WORK INSTRUCTION: Only the pictures should be dropped; every line of the data must come back exactly as written.

Items from a dataset
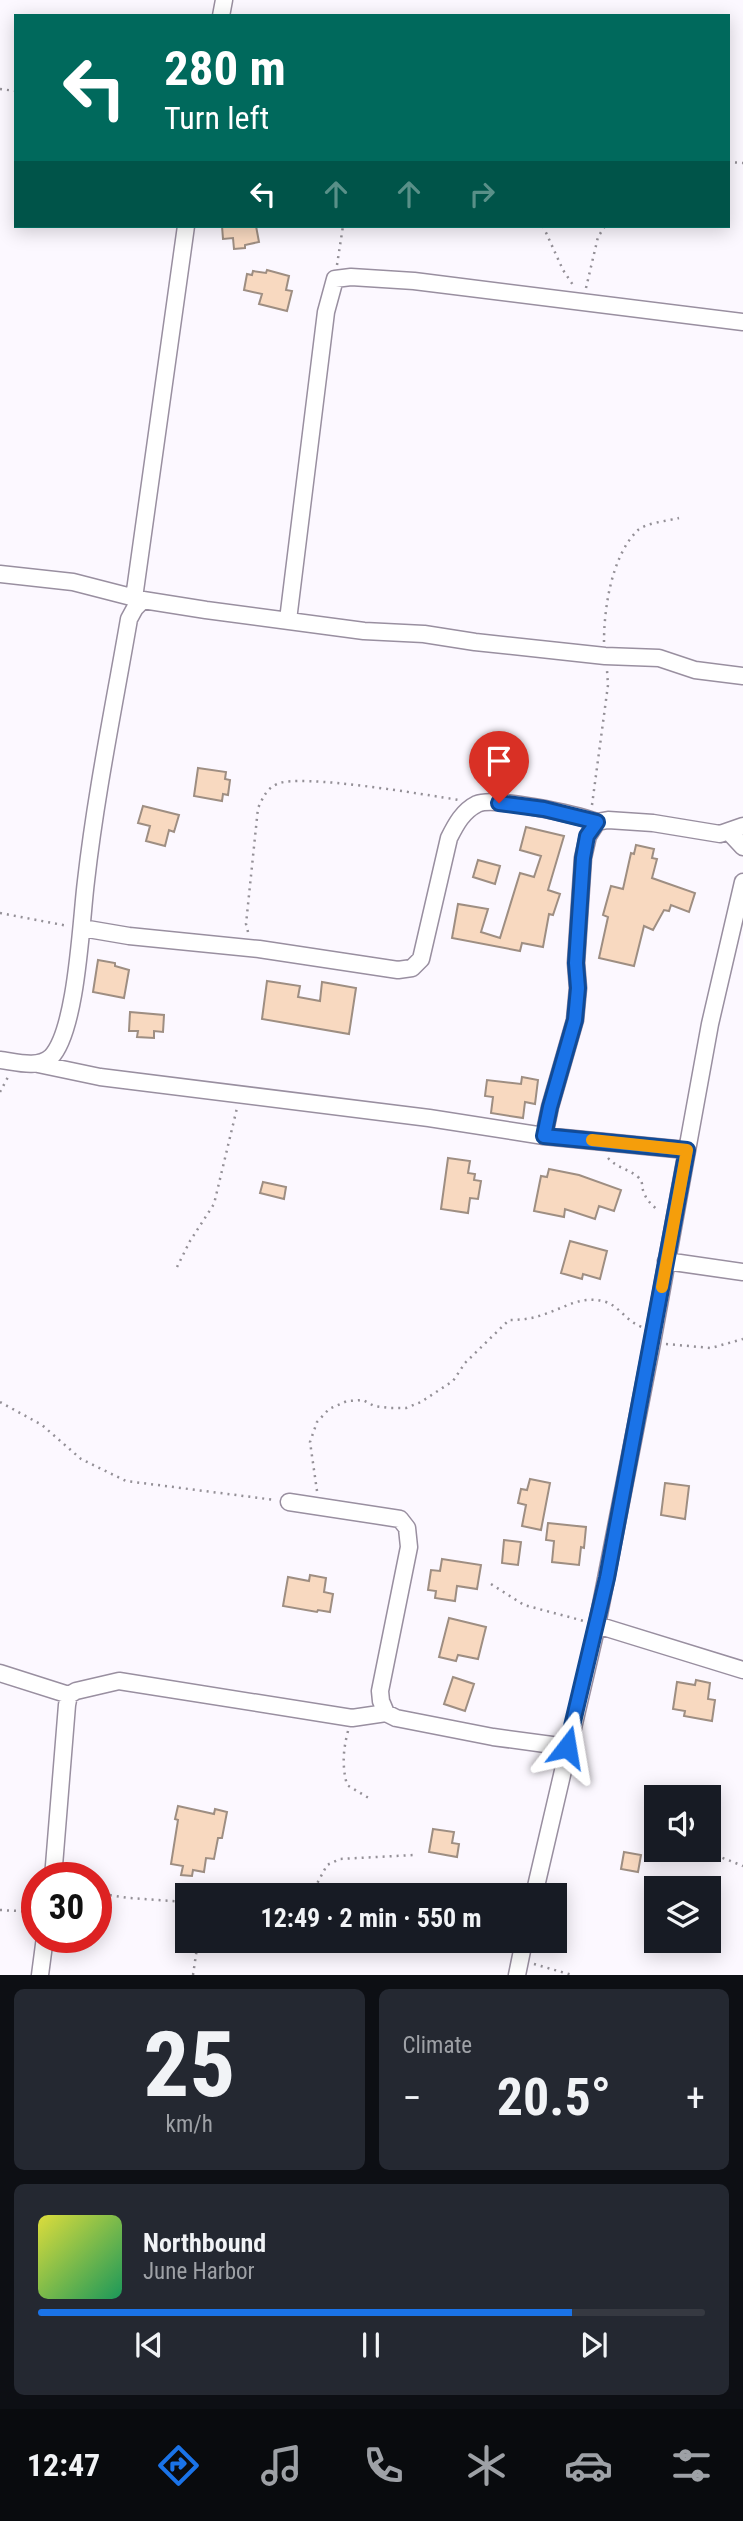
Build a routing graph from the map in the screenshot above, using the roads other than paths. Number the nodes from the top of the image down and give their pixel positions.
1 (187, 228) edge
2 (743, 322) edge
3 (0, 574) edge
4 (139, 599) junction
5 (288, 620) junction
6 (743, 676) edge
7 (593, 820) junction
8 (736, 829) edge
9 (743, 847) edge
10 (743, 882) edge
11 (82, 928) junction
12 (0, 1060) edge
13 (38, 1065) junction
14 (544, 1136) junction
15 (687, 1150) junction
16 (666, 1261) junction
17 (743, 1272) edge
18 (289, 1502) road end
19 (597, 1625) junction
20 (742, 1666) edge
21 (0, 1673) edge
22 (69, 1696) junction
23 (386, 1713) junction
24 (567, 1747) junction
25 (53, 1862) edge
26 (537, 1883) edge
27 (43, 1953) edge
28 (40, 1975) edge

1 - 4 street
2 - 5 street
3 - 4 street
4 - 5 street
4 - 11 street
5 - 6 street
7 - 8 street
7 - 11 street
7 - 14 street
8 - 9 street
10 - 15 street
11 - 13 street
12 - 13 street
13 - 14 street
14 - 15 street
15 - 16 street
16 - 17 street
16 - 19 street
18 - 23 street
19 - 20 street
19 - 24 street
21 - 22 street
22 - 23 street
22 - 25 street
23 - 24 street
24 - 26 street
27 - 28 street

ANSWER TO THIS TASK:
Build a routing graph from the map in the screenshot above, using the roads other than paths. Number the nodes from the top of the image down and give their pixel positions.
1 (187, 228) edge
2 (743, 322) edge
3 (0, 574) edge
4 (139, 599) junction
5 (288, 620) junction
6 (743, 676) edge
7 (593, 820) junction
8 (736, 829) edge
9 (743, 847) edge
10 (743, 882) edge
11 (82, 928) junction
12 (0, 1060) edge
13 (38, 1065) junction
14 (544, 1136) junction
15 (687, 1150) junction
16 (666, 1261) junction
17 (743, 1272) edge
18 (289, 1502) road end
19 (597, 1625) junction
20 (742, 1666) edge
21 (0, 1673) edge
22 (69, 1696) junction
23 (386, 1713) junction
24 (567, 1747) junction
25 (53, 1862) edge
26 (537, 1883) edge
27 (43, 1953) edge
28 (40, 1975) edge

1 - 4 street
2 - 5 street
3 - 4 street
4 - 5 street
4 - 11 street
5 - 6 street
7 - 8 street
7 - 11 street
7 - 14 street
8 - 9 street
10 - 15 street
11 - 13 street
12 - 13 street
13 - 14 street
14 - 15 street
15 - 16 street
16 - 17 street
16 - 19 street
18 - 23 street
19 - 20 street
19 - 24 street
21 - 22 street
22 - 23 street
22 - 25 street
23 - 24 street
24 - 26 street
27 - 28 street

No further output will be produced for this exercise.